Similarly, SAMWU – the municipal workers union – is demanding a 6.25% increase, though the Treasury and SALGA have both recommended against it. With inflation at 2.1% this means a very large real increase at a time when ratepayers, who will have to pay for it, are flat on their back. Yet Cape Town has agreed to pay this crazy increase – and has also increased the salaries of councillors and municipal managers by 4%. This would have been a perfect time for Cape Town to do different to general applause, to demonstrate another way.

SAMWU, it should be noted, has been plagued by runaway corruption for the last decade. R178 million has disappeared from its accounts, its strike fund has been pillaged and it has been involved with VBS. But to fund his deal with SAMWU Dan Plato has put property rates up by 3.9%, water rates by 4.5% and electricity by 4.8%. These will be unaffordable for many. Manifestly, this was a year for a 0% freeze in rates, wages and salaries – but with a guarantee that no jobs would be lost. Such a demonstration would have had a huge impact right round the country. Everywhere there would have been demands to copy what Cape Town did.
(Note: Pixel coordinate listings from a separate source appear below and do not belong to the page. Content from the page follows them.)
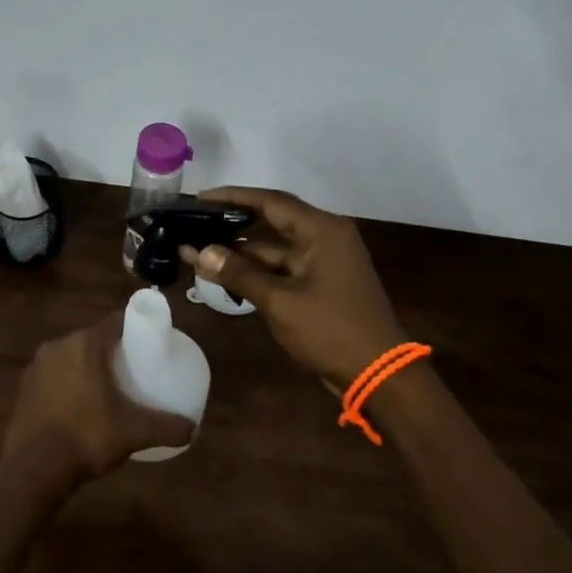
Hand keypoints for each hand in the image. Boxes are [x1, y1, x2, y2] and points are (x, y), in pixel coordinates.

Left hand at [2, 313, 196, 482]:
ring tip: (107, 389)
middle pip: (92, 338)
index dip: (135, 329)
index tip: (149, 344)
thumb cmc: (86, 437)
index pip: (115, 322)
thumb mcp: (134, 432)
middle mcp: (57, 346)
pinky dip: (67, 383)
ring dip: (87, 366)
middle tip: (132, 369)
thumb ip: (167, 427)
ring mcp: (36, 366)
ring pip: (70, 357)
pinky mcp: (24, 387)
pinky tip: (78, 406)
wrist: (33, 469)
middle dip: (112, 350)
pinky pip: (53, 375)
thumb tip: (192, 428)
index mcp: (84, 345)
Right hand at [183, 186, 412, 388]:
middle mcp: (325, 237)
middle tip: (194, 222)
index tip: (200, 197)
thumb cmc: (330, 330)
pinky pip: (282, 268)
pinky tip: (224, 275)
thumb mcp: (280, 301)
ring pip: (274, 248)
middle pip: (271, 221)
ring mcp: (324, 262)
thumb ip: (239, 273)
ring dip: (240, 252)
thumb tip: (200, 252)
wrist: (377, 375)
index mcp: (322, 230)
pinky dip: (256, 271)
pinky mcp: (320, 284)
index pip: (271, 201)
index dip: (233, 197)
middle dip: (232, 225)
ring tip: (198, 251)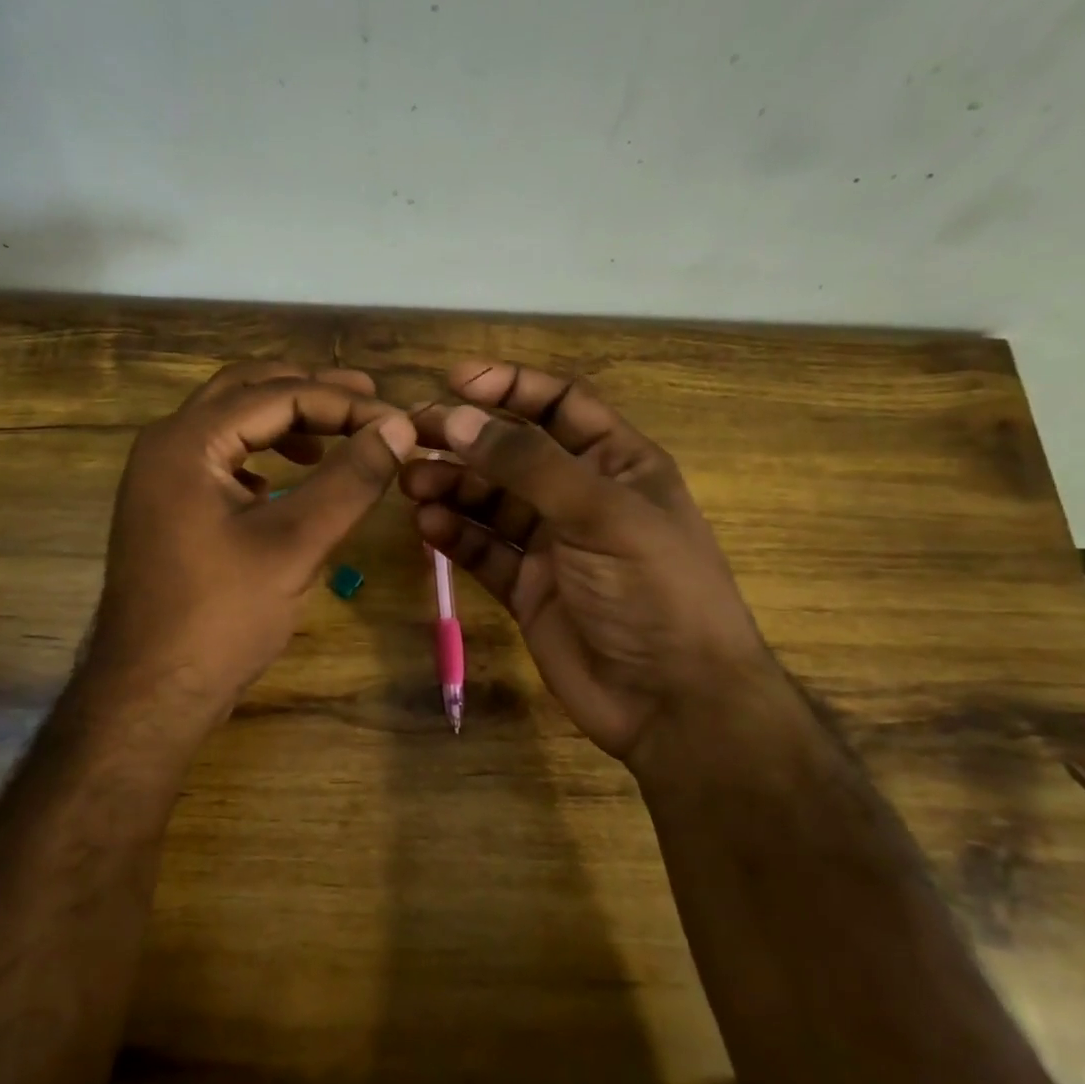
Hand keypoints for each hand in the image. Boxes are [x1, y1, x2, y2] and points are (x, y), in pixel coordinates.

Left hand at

The only reason why Dan Plato and the DA can hope to get away with this highway robbery is that everyone knows they are the lesser of two evils and that at least they won't wreck the schools and hospitals. This is hopelessly lacking in ambition and vision. It is as if the DA has given up all hope of providing an alternative. This is a great pity not just for citizens of the Western Cape but for the whole country. The DA had it in its power to offer a ray of hope and to show just how different things could be. Instead they have thrown it away.